En outre, le nombre des cyberattaques ont doublé, voir triplé, même si leurs coûts au final a baissé. Selon de rapport de IDC, le coût moyen d’une attaque DNS en Europe a connu baisse de 26 % passant de 1,8 millions d’euros en 2018 a plus de 800 milles €.  Le taux le plus faible est enregistré en France en terme de coûte d’attaque, qui d’évalue a 749 740 €, soit une baisse 22% au regard de l’année dernière.

Cependant, les vecteurs d’attaques quant à elles ont légèrement connu une hausse 7,95 %. En d’autres termes les attaques DNS sont encore bien loin de celle fondée sur le phishing ou encore les rançongiciels. Il n’empêche que c’est une attaque qui est très répandue en France touchant près de 40,2 % des entreprises, seulement ces 12 derniers mois. Le plus souvent, elles sont accompagnées par des attaquants de malwares, qui elles constituent 30,39 % des attaques informatiques contre 22,55 % pour les attaques par déni de service.

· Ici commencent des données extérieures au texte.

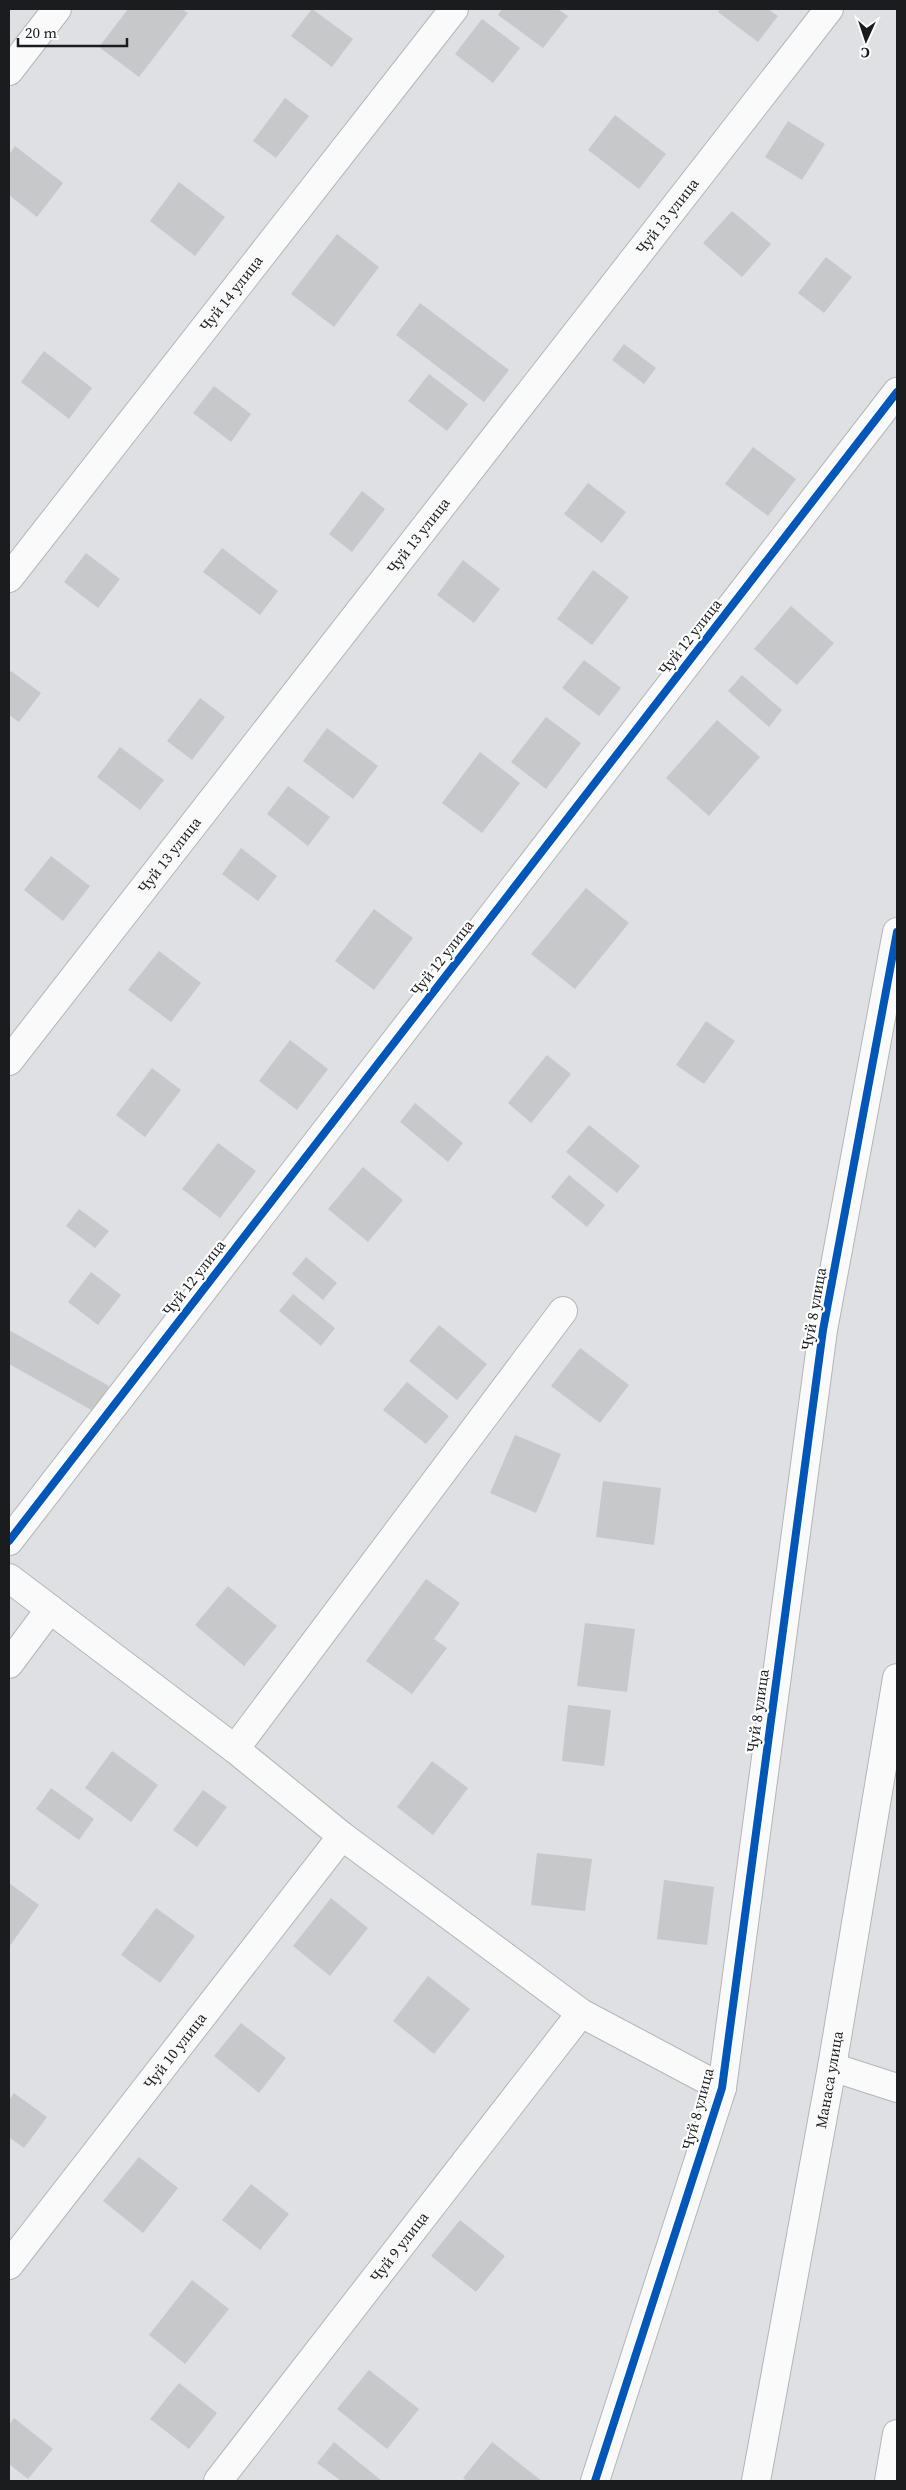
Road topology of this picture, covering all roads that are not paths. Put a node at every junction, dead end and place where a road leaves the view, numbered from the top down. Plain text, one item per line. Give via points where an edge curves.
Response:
1 (58, 9) edge
2 (454, 9) edge
3 (829, 9) edge
4 (9, 71) edge
5 (897, 392) edge
6 (9, 578) edge
7 (897, 932) edge
8 (9, 1062) edge
9 (563, 1311) dead end
10 (9, 1541) edge
11 (9, 1578) edge
12 (50, 1609) junction
13 (9, 1664) edge
14 (897, 1678) edge
15 (235, 1749) junction
16 (342, 1836) junction
17 (582, 2012) junction
18 (832, 2067) junction
19 (722, 2088) junction
20 (897, 2088) edge
21 (9, 2265) edge
22 (897, 2434) edge
23 (218, 2481) edge
24 (595, 2481) edge
25 (756, 2481) edge
26 (888, 2481) edge

1 - 4 street
2 - 6 street, Чуй 14 улица
3 - 8 street, Чуй 13 улица
5 - 10 street, Чуй 12 улица
7 - 19 street, Чуй 8 улица via 823,1330
9 - 15 street
11 - 12 street
12 - 13 street
12 - 15 street
14 - 18 street, Манаса улица
15 - 16 street
16 - 17 street
16 - 21 street, Чуй 10 улица
17 - 19 street
17 - 23 street, Чуй 9 улица
18 - 20 street
18 - 25 street, Манаса улица
19 - 24 street, Чуй 8 улица
22 - 26 street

Parallèlement, « Les attaques DNS semblent de plus en plus impacter le cloud. Les entreprises qui subissent des interruptions de leurs services cloud sont passées de 41 % dans le rapport 2019 à près de 50 % cette année, soit une hausse de près de 22 %. Comme l’année précédente, une large majorité des entreprises interrogées a subi des interruptions de leurs applications internes (62 % cette année contre 63 % en 2019). Dans l’ensemble, les interruptions des applications, qu’elles soient internes ou dans le cloud, est la séquelle la plus significative des attaques DNS. Parmi les entreprises interrogées, 82 % ont déclaré avoir connu une interruption plus ou moins modérée. ».

Heureusement, les entreprises sont bien conscientes de cette évolution de la cyber menace, et ont commencé à adopter les mesures idoines pour s’en protéger. 77 % des spécialistes interrogés à travers le monde ont reconnu de leur côté que le système DNS représente un élément essentiel pour la sécurité de leurs réseau d’entreprise. Ce chiffre est de 80 % de responsable de réseau informatique d’entreprise. On se rappelle que l’année dernière c’était seulement 64 % des spécialistes qui pensaient pareillement. De notre côté, 31 % des entreprises approchées lors de l’étude appliquent où sont en cours de pilotage de la stratégie Zéro Trust, ce qui fait une hausse d’environ 10 % au regard de l’année dernière. Au niveau de l’analyse prédictive, 55 % des entreprises, contre 45 l’année dernière utilise désormais ce procédé de contrôle. Car « Le DNS offre des informations précieuses qui sont actuellement sous-utilisées pour lutter contre les pirates informatiques potentiels », indique le rapport.